広島は廿日市に来た。広電の駅から海沿いにあるという醸造蔵を目指して坂道を下る。潮の香を感じた頃、遠目に大きく「ダルマ」と書かれた蔵壁を見つけた。何でも、原料すべて広島産にこだわり造った「広島の焼酎」だという。描かれた達磨のイラストは、口を真一文字に結び、見上げる者をギロッとにらみつけているようだ。凛と澄んだ秋の空気の中、緊張感とともに蔵に入った。
「ダルマ」は地元では知らない者がいないほどお馴染みの「甲類」焼酎だ。03年にブランドを一新、本格焼酎の「乙類」焼酎として名前を「達磨」と漢字表記に変えた。「とにかくここにしかないものを作りたかった。鹿児島では飲めない広島の本格芋焼酎を目指した」。酒造りの原点に立ち戻って、徹底的に地元産の原料にこだわった。
酒芋は庄原産の「紅あずま」を選んだ。通常、焼き芋などで使われる甘いさつま芋を焼酎に使用した。鹿児島焼酎で定番の白芋「黄金千貫(こがねせんがん)」を意識して、あえて違う品種を選んだ。

芋はJAの契約農家により管理、記帳が徹底された高品質栽培によって収穫、工場に運ばれた通い箱には1つ1つ作った人の名前が書かれていた。まるまる太った豊かな芋は土がついたまま入荷されているが、これは品質、特性を保つためとのこと。あらゆる点で安心できる素材だ。工場を仕切る山本泰平さんによると、「今年の芋は焼酎用としては上々。昨年より粒も大きい」。雨が少なかったことで根の活着がよく、結果的にでんぷん量の多い芋が収穫できたと言う。
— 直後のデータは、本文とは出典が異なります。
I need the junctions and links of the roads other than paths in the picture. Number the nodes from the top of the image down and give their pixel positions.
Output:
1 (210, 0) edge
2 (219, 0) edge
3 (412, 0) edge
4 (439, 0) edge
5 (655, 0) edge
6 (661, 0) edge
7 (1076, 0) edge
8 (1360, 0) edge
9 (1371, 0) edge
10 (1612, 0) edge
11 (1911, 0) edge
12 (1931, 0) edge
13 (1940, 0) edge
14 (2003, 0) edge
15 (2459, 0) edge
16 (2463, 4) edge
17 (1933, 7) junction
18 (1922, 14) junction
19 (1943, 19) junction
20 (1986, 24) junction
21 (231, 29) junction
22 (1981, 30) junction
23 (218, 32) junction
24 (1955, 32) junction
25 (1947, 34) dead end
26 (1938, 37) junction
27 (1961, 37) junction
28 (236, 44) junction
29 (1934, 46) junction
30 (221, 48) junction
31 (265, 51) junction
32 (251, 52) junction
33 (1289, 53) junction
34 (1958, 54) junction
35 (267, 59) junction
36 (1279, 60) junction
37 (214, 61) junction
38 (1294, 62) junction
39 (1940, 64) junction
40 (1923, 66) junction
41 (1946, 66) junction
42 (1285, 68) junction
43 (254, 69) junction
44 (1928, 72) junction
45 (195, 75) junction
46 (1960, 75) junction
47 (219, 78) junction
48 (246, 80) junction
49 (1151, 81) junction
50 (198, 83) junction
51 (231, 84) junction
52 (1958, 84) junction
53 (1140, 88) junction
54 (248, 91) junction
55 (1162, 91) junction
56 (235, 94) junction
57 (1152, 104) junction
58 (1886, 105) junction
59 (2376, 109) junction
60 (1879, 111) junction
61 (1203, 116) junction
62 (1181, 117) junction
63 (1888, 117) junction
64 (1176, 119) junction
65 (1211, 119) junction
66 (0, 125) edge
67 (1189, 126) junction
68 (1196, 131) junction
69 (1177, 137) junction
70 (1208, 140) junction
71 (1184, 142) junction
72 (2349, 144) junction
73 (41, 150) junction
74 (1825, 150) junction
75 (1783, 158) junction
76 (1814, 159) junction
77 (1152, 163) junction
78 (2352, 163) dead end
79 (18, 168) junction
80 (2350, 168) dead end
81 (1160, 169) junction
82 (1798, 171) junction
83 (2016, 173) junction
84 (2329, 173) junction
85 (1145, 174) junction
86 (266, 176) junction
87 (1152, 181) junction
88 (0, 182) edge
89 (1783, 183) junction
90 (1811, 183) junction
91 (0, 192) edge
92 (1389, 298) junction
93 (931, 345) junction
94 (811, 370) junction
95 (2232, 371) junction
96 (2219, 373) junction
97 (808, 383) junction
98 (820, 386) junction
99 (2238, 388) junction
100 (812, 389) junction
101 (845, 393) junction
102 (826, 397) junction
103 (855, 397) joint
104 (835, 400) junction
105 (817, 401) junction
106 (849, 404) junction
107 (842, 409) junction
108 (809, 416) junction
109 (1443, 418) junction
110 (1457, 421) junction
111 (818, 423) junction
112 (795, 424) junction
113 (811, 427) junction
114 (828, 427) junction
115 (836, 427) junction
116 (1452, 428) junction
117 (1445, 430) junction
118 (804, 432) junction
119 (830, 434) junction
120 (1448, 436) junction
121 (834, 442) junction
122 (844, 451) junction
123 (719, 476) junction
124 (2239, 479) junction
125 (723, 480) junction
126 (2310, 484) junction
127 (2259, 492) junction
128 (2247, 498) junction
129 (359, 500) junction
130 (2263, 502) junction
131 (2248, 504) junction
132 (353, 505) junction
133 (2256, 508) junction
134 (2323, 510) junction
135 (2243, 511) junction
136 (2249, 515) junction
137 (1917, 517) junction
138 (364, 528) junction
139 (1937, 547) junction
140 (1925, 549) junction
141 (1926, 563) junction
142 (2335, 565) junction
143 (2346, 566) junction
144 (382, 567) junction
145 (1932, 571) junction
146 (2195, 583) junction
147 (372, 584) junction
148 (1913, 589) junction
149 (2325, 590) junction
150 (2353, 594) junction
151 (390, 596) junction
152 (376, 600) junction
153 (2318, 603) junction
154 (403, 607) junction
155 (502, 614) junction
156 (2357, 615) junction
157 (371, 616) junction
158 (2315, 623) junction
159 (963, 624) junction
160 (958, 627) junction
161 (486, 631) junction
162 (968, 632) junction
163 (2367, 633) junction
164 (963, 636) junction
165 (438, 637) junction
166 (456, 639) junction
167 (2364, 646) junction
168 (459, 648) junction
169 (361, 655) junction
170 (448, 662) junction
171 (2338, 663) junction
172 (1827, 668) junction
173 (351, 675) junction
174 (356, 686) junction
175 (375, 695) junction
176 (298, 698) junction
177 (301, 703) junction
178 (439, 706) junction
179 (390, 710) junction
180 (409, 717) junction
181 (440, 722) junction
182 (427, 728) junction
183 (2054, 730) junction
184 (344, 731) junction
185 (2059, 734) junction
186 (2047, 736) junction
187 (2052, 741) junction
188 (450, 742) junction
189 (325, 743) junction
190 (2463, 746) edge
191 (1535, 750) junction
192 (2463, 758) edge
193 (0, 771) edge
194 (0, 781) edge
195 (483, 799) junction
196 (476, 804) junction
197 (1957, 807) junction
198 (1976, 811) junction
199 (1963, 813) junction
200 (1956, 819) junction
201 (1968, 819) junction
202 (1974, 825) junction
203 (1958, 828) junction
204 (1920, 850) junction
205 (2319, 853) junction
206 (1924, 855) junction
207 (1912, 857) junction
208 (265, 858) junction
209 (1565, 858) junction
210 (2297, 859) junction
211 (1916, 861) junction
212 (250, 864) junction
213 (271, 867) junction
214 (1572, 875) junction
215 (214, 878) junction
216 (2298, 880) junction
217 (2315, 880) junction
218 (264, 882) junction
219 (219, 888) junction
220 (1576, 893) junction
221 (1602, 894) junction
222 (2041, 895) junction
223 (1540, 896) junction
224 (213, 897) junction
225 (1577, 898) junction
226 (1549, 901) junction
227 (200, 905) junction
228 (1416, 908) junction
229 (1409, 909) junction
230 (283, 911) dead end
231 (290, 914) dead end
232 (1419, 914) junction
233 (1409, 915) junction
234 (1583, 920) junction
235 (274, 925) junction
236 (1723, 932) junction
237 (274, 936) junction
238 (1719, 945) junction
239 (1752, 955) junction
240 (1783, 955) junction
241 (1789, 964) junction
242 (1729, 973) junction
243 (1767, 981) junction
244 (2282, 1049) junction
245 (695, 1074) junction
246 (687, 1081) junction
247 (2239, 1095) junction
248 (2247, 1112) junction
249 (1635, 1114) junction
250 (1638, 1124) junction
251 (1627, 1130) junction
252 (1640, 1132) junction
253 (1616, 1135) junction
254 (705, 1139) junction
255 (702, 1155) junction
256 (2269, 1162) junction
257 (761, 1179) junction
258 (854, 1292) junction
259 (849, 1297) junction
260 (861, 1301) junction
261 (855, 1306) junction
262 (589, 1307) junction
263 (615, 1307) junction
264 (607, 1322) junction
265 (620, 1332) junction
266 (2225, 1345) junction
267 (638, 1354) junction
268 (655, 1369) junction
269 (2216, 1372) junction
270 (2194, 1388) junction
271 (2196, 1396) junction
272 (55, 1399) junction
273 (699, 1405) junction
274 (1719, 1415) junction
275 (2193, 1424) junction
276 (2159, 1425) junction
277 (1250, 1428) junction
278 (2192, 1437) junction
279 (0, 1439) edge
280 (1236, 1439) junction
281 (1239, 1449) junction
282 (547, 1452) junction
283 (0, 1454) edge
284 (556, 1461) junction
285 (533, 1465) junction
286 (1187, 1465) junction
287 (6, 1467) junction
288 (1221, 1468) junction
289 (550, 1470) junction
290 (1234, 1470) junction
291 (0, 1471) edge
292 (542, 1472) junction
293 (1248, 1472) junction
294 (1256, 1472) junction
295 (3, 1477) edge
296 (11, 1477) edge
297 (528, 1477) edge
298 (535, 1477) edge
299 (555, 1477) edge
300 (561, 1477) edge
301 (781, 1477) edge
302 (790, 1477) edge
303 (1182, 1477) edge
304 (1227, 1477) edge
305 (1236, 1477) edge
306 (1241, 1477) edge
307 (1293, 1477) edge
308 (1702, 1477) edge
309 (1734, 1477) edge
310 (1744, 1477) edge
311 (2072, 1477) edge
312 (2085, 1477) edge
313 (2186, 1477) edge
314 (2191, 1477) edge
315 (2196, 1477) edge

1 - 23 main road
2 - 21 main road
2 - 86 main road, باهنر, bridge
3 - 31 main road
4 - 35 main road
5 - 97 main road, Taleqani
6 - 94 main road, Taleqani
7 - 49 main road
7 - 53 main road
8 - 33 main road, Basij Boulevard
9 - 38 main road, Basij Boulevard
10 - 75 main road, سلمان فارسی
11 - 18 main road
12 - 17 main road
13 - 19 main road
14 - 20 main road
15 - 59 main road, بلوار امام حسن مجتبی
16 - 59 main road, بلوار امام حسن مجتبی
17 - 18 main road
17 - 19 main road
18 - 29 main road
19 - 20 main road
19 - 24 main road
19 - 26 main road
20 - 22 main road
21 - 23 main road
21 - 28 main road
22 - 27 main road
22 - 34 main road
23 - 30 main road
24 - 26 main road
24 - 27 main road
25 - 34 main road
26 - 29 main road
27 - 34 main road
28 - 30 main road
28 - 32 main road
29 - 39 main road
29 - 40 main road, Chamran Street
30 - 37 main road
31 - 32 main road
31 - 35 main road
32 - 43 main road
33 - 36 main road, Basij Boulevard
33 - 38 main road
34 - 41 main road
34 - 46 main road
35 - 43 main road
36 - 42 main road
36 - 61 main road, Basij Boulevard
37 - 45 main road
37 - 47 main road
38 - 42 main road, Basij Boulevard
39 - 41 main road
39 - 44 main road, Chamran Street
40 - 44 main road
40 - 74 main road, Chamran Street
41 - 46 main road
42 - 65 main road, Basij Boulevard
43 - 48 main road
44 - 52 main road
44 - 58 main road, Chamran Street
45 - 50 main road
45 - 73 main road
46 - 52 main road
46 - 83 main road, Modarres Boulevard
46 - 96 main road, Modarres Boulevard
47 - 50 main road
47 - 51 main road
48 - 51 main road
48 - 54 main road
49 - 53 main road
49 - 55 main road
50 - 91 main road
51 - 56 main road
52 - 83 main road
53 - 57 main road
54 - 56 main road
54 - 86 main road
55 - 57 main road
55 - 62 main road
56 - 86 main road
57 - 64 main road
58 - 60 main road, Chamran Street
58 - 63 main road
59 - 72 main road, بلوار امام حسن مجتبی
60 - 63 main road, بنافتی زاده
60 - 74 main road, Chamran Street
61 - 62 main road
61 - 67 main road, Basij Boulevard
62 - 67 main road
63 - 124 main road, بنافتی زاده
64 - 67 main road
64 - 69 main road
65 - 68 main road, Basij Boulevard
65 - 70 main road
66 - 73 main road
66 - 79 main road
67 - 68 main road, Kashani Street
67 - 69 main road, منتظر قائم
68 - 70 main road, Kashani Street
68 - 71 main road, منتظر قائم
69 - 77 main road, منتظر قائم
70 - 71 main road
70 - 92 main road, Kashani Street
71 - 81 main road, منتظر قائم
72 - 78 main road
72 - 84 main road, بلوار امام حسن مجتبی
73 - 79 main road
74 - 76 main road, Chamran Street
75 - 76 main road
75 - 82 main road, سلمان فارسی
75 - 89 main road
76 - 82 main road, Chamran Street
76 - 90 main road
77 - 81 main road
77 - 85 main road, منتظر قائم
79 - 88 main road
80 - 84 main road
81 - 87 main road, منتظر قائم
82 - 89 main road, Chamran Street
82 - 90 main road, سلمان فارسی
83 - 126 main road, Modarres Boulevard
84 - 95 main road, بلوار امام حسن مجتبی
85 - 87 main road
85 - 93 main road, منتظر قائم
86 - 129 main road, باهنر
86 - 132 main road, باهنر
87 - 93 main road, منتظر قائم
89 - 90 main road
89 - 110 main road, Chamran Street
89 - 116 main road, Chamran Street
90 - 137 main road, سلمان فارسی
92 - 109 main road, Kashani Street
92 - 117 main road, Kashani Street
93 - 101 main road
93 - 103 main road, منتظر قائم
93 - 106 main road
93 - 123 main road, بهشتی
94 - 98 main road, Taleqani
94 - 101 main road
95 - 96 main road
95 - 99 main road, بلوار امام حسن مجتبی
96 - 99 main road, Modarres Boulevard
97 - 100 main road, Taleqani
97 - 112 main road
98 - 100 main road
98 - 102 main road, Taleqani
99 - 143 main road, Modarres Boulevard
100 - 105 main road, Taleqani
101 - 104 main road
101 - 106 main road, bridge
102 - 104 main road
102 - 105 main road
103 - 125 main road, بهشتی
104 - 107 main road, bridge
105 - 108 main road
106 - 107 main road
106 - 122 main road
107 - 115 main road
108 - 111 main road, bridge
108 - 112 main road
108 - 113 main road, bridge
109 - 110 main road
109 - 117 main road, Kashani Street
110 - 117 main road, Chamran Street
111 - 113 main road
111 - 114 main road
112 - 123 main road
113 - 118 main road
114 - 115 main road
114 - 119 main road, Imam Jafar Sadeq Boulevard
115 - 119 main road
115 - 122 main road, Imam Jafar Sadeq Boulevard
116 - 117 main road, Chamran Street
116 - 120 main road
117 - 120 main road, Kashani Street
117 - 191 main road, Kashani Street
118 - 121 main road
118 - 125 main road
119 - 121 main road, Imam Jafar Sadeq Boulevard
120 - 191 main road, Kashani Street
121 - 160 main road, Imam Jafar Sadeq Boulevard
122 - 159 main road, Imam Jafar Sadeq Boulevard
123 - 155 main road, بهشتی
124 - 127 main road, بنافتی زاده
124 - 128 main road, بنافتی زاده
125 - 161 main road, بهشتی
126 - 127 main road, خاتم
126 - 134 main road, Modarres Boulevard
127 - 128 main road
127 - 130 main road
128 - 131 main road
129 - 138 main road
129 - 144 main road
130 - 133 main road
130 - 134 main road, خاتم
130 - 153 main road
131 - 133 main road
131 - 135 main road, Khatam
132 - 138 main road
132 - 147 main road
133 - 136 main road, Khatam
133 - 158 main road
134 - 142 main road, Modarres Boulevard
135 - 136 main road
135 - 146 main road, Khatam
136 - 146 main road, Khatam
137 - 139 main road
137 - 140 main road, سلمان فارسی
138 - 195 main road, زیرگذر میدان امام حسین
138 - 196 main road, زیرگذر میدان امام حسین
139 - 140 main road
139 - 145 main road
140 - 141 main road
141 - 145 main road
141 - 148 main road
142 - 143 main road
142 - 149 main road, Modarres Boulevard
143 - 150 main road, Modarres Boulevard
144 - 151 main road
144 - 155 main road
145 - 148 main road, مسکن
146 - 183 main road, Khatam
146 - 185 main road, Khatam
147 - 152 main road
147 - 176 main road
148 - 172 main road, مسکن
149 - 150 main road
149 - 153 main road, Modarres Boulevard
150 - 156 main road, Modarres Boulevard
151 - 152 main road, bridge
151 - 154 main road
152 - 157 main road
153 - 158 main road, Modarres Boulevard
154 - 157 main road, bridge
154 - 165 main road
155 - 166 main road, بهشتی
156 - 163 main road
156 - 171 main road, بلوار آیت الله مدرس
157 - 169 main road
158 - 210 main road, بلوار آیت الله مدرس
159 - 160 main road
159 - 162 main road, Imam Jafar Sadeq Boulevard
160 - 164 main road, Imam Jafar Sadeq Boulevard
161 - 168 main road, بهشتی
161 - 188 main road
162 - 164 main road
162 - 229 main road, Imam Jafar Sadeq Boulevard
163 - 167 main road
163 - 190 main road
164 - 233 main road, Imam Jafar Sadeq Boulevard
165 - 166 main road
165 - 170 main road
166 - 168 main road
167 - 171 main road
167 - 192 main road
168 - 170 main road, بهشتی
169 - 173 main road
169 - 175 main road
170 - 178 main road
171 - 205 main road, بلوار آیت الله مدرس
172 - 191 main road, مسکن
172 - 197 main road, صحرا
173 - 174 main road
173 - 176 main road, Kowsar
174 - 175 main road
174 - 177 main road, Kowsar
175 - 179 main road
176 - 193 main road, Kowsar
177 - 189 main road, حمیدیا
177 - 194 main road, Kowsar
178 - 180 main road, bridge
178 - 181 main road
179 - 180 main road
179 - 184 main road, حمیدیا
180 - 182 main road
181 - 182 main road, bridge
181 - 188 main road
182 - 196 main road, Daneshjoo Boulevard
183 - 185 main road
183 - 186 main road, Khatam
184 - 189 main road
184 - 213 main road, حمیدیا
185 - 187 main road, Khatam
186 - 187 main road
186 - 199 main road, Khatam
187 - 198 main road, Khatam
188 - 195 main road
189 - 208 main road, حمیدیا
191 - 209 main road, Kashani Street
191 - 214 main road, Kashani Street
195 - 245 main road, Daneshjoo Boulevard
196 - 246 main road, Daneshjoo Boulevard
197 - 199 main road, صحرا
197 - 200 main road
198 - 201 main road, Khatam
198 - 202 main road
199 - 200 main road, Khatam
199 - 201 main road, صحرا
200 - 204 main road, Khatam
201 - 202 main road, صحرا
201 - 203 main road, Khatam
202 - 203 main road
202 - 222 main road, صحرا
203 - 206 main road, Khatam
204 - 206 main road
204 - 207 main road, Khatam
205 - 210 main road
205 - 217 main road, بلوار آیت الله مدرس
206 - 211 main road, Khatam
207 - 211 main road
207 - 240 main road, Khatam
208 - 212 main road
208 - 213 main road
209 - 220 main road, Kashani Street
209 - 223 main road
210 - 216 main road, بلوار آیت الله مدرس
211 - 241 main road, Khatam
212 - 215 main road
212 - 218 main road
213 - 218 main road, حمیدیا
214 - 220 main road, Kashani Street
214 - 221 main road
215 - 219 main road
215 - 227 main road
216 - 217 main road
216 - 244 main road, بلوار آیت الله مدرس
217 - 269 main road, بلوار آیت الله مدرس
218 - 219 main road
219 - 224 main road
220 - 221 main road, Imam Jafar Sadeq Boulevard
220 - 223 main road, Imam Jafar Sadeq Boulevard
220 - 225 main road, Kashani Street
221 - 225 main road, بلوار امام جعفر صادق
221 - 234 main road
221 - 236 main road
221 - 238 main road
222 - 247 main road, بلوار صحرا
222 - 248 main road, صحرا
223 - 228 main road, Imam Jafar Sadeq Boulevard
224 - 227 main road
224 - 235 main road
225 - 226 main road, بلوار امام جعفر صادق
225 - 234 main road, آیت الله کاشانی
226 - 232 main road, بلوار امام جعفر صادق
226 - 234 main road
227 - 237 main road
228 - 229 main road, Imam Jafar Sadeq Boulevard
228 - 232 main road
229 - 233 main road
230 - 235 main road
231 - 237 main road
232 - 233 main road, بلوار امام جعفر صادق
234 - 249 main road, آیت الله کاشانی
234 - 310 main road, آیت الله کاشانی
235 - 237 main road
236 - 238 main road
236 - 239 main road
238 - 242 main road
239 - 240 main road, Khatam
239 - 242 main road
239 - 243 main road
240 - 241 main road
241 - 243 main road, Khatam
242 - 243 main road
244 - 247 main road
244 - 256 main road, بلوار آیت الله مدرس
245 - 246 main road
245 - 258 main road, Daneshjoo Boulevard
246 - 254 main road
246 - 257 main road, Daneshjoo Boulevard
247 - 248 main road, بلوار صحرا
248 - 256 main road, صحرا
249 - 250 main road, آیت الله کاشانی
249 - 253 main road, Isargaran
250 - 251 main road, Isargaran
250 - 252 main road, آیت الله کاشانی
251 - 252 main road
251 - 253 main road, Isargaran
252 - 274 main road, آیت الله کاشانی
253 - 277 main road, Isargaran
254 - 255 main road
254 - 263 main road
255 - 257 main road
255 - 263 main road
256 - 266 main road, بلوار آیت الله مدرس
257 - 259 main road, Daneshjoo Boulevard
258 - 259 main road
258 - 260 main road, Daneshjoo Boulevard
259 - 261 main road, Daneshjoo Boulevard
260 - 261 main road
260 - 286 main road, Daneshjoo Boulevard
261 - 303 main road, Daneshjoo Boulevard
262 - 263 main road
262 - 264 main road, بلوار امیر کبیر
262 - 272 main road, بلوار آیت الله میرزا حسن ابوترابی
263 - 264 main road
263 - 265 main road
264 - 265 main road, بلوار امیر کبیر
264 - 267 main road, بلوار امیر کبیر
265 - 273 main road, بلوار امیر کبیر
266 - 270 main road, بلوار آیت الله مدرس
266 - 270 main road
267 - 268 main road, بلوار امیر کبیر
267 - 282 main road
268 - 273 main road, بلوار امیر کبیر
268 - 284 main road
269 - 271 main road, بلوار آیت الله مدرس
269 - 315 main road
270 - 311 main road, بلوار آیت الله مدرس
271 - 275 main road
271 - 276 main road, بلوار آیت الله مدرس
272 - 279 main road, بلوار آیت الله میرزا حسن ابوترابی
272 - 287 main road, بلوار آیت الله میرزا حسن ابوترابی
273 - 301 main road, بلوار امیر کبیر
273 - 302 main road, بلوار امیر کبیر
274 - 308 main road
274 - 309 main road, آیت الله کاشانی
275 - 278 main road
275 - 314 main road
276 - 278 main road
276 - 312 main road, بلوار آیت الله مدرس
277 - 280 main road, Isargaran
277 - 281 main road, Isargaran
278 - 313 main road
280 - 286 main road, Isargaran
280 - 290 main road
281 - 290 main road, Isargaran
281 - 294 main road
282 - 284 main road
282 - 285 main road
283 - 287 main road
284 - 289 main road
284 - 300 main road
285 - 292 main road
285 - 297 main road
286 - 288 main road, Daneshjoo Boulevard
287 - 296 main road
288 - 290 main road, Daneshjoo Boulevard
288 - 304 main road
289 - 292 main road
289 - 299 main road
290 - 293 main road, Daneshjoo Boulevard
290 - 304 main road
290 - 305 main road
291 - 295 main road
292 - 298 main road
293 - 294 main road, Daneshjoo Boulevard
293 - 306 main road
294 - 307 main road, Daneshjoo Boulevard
もちろん水にもこだわった。営業企画部の竹内慎吾さんは「旨さの源」と表現。竹原市の田万里の軟水は、「女酒」と呼ばれる広島の柔らかで優しい口当たりの酒を生み出す。これを「達磨」の割水に使い、すっきりした旨さに仕上げた。ほかにも竹原市産の竹炭を蒸留後の濾過工程で使用。「味の角がとれマイルド感が増す」とのことだが、目に見えない工程まで「広島」にこだわった。

この日は麹の仕込み工程から、蒸留工程まで見学できたが、随所に「達磨」の旨さへのこだわりが見えた。焼酎造りで近年定番となった「黒麹」を使用、コクと柔らかな香りの源となる。また、蒸留に至ってはなんと2種類をブレンドするのだと言う。まずは、もろみを直接加熱して焼酎を蒸留する常圧蒸留。焦げ臭い香りが印象的で、これが旨さに影響を与えるというのだが、特に九州の焼酎に代表される重厚な味を演出するとのこと。一方で、もろみを加熱するとき釜を減圧の状態にして沸点を下げる減圧蒸留だ。低温でゆっくり蒸留するためフルーティーな香りが漂う。この2つの原酒を絶妙な割合でブレンドし、芋焼酎独特の香りを残しながらフルーティーな味わいを作り上げた。
山本泰平さんは焼酎に関して元々下戸だったと言う。「だからこそ、飲めない自分が飲んでみたくなるような焼酎を作ってみたかった」。新生達磨を作った03年、知り合いを頼って県内から芋をかき集めた。「あのときの苦労は忘れられない。でも広島産にこだわった本格焼酎ができたときの喜びも格別だった」。なるほど、この心意気と広島産にこだわり抜いた職人魂が「オンリー1」の本格芋焼酎を生んだのだろう。帰り道、振り返ると「達磨」のイラストが何か誇らしげに笑いかけたように見えた。
◆紙容器で清酒パイオニア 中国醸造は今では当たり前の紙パック酒を日本で初めて導入した蔵として有名だ。スウェーデンのテトラパック社と提携したり、独ツーパック社と商品開発したりと広島の地から世界レベルの商品を生み出している。